#### What the task asks
When you reach the entries below, transcribe each line word for word.
*** Data for this task ***
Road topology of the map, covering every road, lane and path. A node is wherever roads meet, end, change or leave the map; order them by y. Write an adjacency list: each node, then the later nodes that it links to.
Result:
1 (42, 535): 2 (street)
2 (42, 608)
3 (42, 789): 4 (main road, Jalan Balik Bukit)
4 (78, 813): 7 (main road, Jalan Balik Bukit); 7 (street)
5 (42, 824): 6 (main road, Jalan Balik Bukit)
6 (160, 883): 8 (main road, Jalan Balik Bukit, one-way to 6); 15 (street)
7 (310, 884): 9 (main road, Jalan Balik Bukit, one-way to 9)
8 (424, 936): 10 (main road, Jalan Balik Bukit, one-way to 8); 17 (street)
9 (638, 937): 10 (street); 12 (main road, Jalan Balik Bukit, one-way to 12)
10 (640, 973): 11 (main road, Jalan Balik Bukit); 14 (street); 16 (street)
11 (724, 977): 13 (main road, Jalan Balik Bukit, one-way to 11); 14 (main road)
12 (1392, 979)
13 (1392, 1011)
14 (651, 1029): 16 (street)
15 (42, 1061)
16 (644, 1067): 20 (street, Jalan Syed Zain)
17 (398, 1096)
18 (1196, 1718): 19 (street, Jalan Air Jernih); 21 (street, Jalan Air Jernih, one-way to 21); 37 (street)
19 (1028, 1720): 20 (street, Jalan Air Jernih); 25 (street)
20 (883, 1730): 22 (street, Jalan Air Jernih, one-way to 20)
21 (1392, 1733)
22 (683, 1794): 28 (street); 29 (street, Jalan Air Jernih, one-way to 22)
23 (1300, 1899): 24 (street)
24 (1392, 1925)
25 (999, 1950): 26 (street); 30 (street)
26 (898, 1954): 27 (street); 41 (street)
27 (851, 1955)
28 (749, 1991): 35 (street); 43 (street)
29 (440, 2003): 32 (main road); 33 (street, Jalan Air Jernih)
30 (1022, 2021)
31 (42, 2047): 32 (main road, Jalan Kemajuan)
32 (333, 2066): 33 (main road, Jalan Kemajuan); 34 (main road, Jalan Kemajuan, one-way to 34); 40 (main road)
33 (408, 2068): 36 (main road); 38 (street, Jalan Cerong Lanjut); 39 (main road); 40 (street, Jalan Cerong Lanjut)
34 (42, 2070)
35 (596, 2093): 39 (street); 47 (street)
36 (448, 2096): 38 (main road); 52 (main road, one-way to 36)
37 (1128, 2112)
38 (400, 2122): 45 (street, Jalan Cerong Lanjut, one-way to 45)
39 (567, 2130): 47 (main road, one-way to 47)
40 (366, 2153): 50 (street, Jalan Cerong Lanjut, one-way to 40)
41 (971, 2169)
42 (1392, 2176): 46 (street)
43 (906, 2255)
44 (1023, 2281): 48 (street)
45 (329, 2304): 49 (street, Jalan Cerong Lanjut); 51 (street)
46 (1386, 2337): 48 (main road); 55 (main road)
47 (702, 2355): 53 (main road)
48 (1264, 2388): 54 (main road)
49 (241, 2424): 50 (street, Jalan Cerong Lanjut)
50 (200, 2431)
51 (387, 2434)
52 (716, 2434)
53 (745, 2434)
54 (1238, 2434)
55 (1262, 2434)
*** End of Data for this task ***
#### Worked solution
Road topology of the map, covering every road, lane and path. A node is wherever roads meet, end, change or leave the map; order them by y. Write an adjacency list: each node, then the later nodes that it links to.
Result:
1 (42, 535): 2 (street)
2 (42, 608)
3 (42, 789): 4 (main road, Jalan Balik Bukit)
4 (78, 813): 7 (main road, Jalan Balik Bukit); 7 (street)
5 (42, 824): 6 (main road, Jalan Balik Bukit)
6 (160, 883): 8 (main road, Jalan Balik Bukit, one-way to 6); 15 (street)
7 (310, 884): 9 (main road, Jalan Balik Bukit, one-way to 9)
8 (424, 936): 10 (main road, Jalan Balik Bukit, one-way to 8); 17 (street)
9 (638, 937): 10 (street); 12 (main road, Jalan Balik Bukit, one-way to 12)
10 (640, 973): 11 (main road, Jalan Balik Bukit); 14 (street); 16 (street)
11 (724, 977): 13 (main road, Jalan Balik Bukit, one-way to 11); 14 (main road)
12 (1392, 979)
13 (1392, 1011)
14 (651, 1029): 16 (street)
15 (42, 1061)
16 (644, 1067): 20 (street, Jalan Syed Zain)
17 (398, 1096)
18 (1196, 1718): 19 (street, Jalan Air Jernih); 21 (street, Jalan Air Jernih, one-way to 21); 37 (street)
19 (1028, 1720): 20 (street, Jalan Air Jernih); 25 (street)
20 (883, 1730): 22 (street, Jalan Air Jernih, one-way to 20)
21 (1392, 1733)
22 (683, 1794): 28 (street); 29 (street, Jalan Air Jernih, one-way to 22)
23 (1300, 1899): 24 (street)
24 (1392, 1925)
25 (999, 1950): 26 (street); 30 (street)
26 (898, 1954): 27 (street); 41 (street)
27 (851, 1955)
28 (749, 1991): 35 (street); 43 (street)
29 (440, 2003): 32 (main road); 33 (street, Jalan Air Jernih)
30 (1022, 2021)
31 (42, 2047): 32 (main road, Jalan Kemajuan)
32 (333, 2066): 33 (main road, Jalan Kemajuan); 34 (main road, Jalan Kemajuan, one-way to 34); 40 (main road)
33 (408, 2068): 36 (main road); 38 (street, Jalan Cerong Lanjut); 39 (main road); 40 (street, Jalan Cerong Lanjut)
34 (42, 2070)
35 (596, 2093): 39 (street); 47 (street)
36 (448, 2096): 38 (main road); 52 (main road, one-way to 36)
37 (1128, 2112)
38 (400, 2122): 45 (street, Jalan Cerong Lanjut, one-way to 45)
39 (567, 2130): 47 (main road, one-way to 47)
40 (366, 2153): 50 (street, Jalan Cerong Lanjut, one-way to 40)
41 (971, 2169)
42 (1392, 2176): 46 (street)
43 (906, 2255)
44 (1023, 2281): 48 (street)
45 (329, 2304): 49 (street, Jalan Cerong Lanjut); 51 (street)
46 (1386, 2337): 48 (main road); 55 (main road)
47 (702, 2355): 53 (main road)
48 (1264, 2388): 54 (main road)
49 (241, 2424): 50 (street, Jalan Cerong Lanjut)
50 (200, 2431)
51 (387, 2434)
52 (716, 2434)
53 (745, 2434)
54 (1238, 2434)
55 (1262, 2434)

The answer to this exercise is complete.